From the entries below, copy every line that holds the word "Phase".

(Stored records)
--------------------

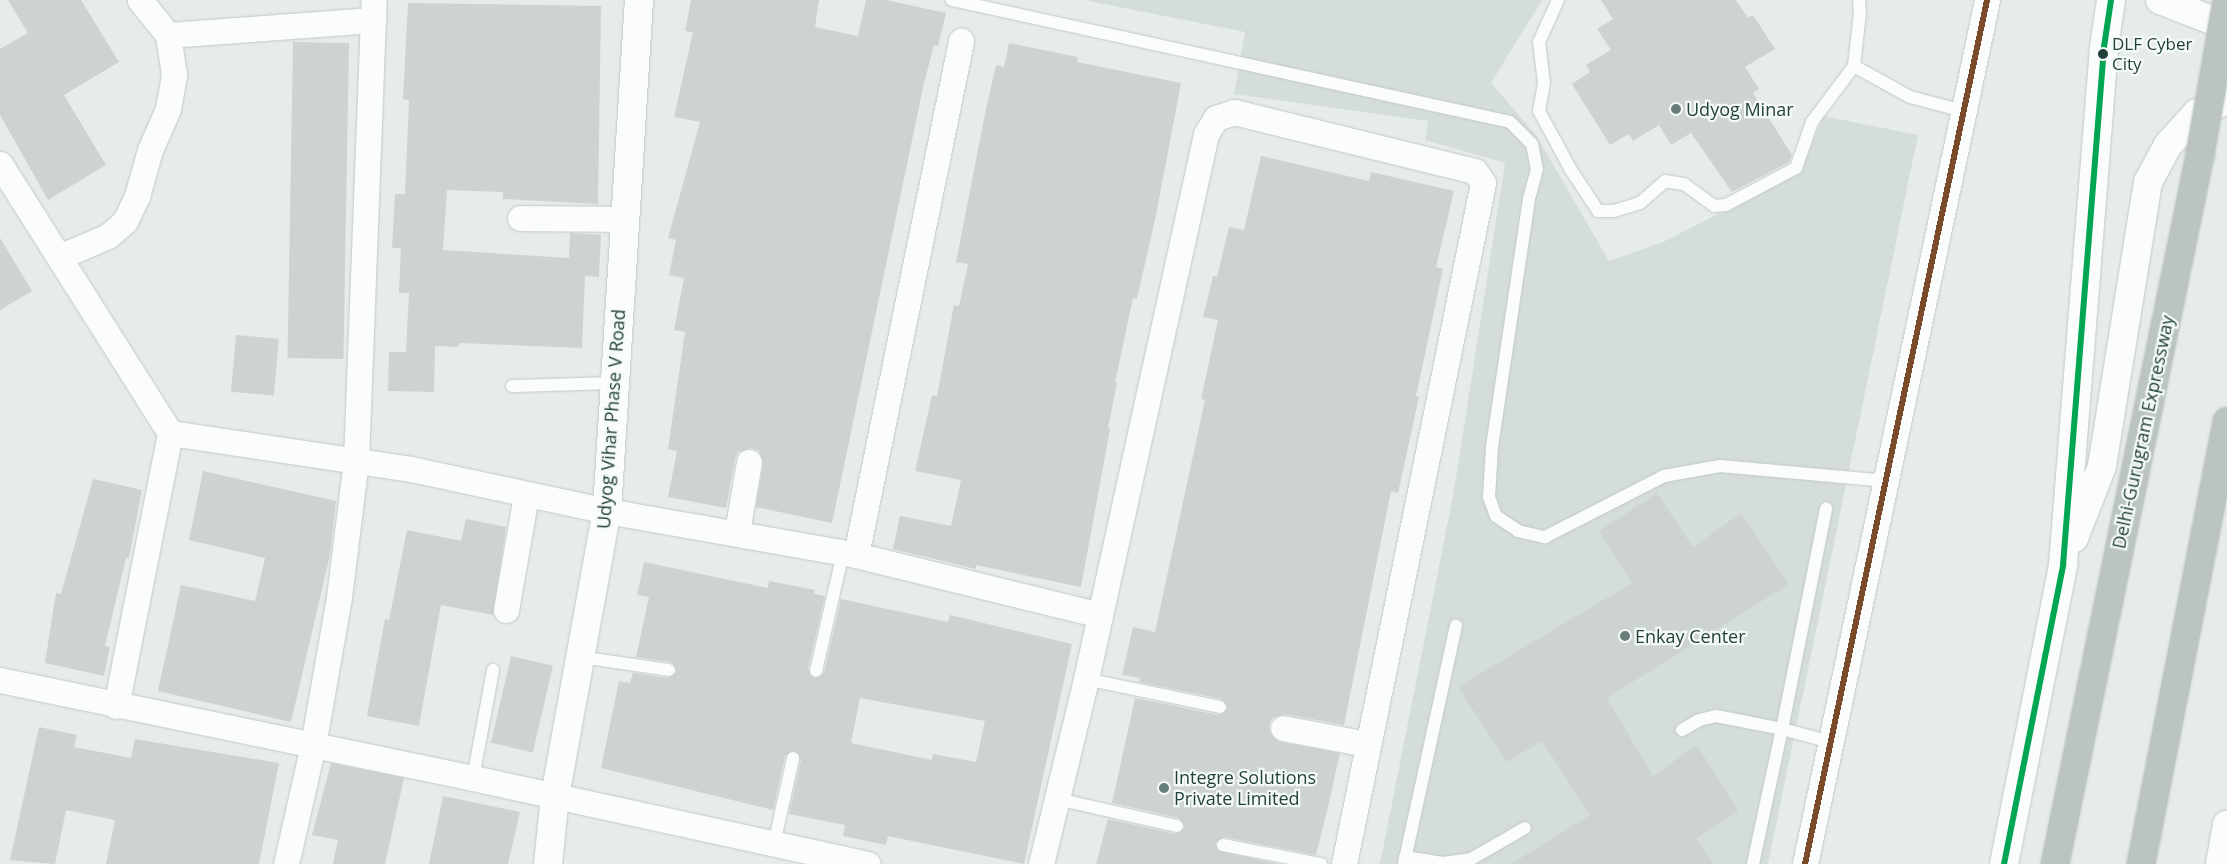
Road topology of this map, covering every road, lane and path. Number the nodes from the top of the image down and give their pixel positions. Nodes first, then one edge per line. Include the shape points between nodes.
1 (140, 0) edge
2 (639, 0) edge
3 (952, 0) edge
4 (1558, 0) edge
5 (1859, 0) edge
6 (1987, 0) edge
7 (2112, 0) edge
8 (2160, 0) edge
9 (2227, 0) edge
10 (373, 10) edge
11 (2227, 26) edge
12 (168, 35) junction
13 (961, 41) dead end
14 (1854, 66) junction
15 (2227, 100) edge
16 (1963, 110) junction
17 (0, 164) edge
18 (520, 218) dead end
19 (625, 218) junction
20 (59, 257) junction
21 (615, 383) junction
22 (512, 386) dead end
23 (2227, 421) edge
24 (170, 432) junction
25 (356, 460) junction
26 (749, 462) dead end
27 (1887, 481) junction
28 (526, 495) junction
29 (1826, 508) dead end
30 (607, 511) junction
31 (738, 532) junction
32 (849, 554) junction
33 (2063, 564) junction
34 (506, 610) dead end
35 (1100, 615) junction
36 (1456, 626) dead end
37 (580, 657) junction
38 (493, 670) dead end
39 (669, 670) dead end
40 (816, 671) dead end
41 (1086, 679) junction
42 (0, 680) edge
43 (116, 706) junction
44 (1220, 707) dead end
45 (1283, 728) dead end
46 (1782, 729) junction
47 (1682, 730) dead end
48 (1831, 742) junction
49 (1367, 744) junction
50 (313, 745) junction
51 (793, 758) dead end
52 (474, 778) junction
53 (555, 796) junction
54 (1057, 798) junction
55 (2227, 825) edge
56 (1177, 826) dead end
57 (1525, 828) dead end
58 (774, 844) junction
59 (1223, 845) dead end
60 (1404, 861) edge
61 (286, 864) edge
62 (548, 864) edge
63 (868, 864) edge
64 (1042, 864) edge
65 (1321, 864) edge
66 (1344, 864) edge
67 (1752, 864) edge
68 (1805, 864) edge
69 (2004, 864) edge
70 (2055, 864) edge
71 (2142, 864) edge
72 (2220, 864) edge

1 - 12 street
2 - 19 main road, Udyog Vihar Phase V Road
3 - 27 lane via 1510,122 1532,144 1537,169 1529,199 1493,439 1489,497 1496,516 1518,532 1545,537 1664,476 1720,466
4 - 14 lane via 1539,42 1544,83 1539,111 1598,211 1614,211 1640,203 1665,181 1684,184 1714,206 1726,205 1796,168 1812,122
5 - 14 lane
6 - 16 street
7 - 33 main road via 2104,48
8 - 11 main road
9 - 70 highway, Delhi-Gurugram Expressway, bridge via 2200,155
10 - 12 street
10 - 25 street
12 - 20 street via 174,75 168,109 125,222 108,236
13 - 32 street
14 - 16 lane via 1910,97
15 - 33 main road via 2197,113 2168,145 2148,182 2102,466
16 - 27 street
17 - 20 street
18 - 19 street
19 - 21 main road, Udyog Vihar Phase V Road
20 - 24 street
21 - 22 lane
21 - 30 main road, Udyog Vihar Phase V Road
23 - 71 highway
24 - 25 street
24 - 43 street
25 - 28 street
25 - 50 street via 339,597
26 - 31 street
27 - 48 street
28 - 30 street
28 - 34 street
29 - 46 lane
30 - 31 street
30 - 37 main road, Udyog Vihar Phase V Road
31 - 32 street
32 - 35 street
32 - 40 lane
33 - 69 main road
35 - 41 street
35 - 49 street via 1206,134 1216,118 1234,112 1475,171 1484,183
36 - 60 lane
37 - 39 lane
37 - 53 main road, Udyog Vihar Phase V Road
38 - 52 lane
41 - 44 lane
41 - 54 street
42 - 43 street
43 - 50 street
45 - 49 street
46 - 47 lane via 1716,716 1699,720
46 - 48 lane
46 - 67 lane
48 - 68 street
49 - 66 street
50 - 52 street
50 - 61 street
51 - 58 lane
52 - 53 street
53 - 58 street
53 - 62 main road, Udyog Vihar Phase V Road
54 - 56 lane
54 - 64 street
55 - 72 main road
57 - 60 lane via 1471,859
58 - 63 street
59 - 65 lane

--------------------

> [Answer to this task]:
2 - 19 main road, Udyog Vihar Phase V Road
19 - 21 main road, Udyog Vihar Phase V Road
21 - 30 main road, Udyog Vihar Phase V Road
30 - 37 main road, Udyog Vihar Phase V Road
37 - 53 main road, Udyog Vihar Phase V Road
53 - 62 main road, Udyog Vihar Phase V Road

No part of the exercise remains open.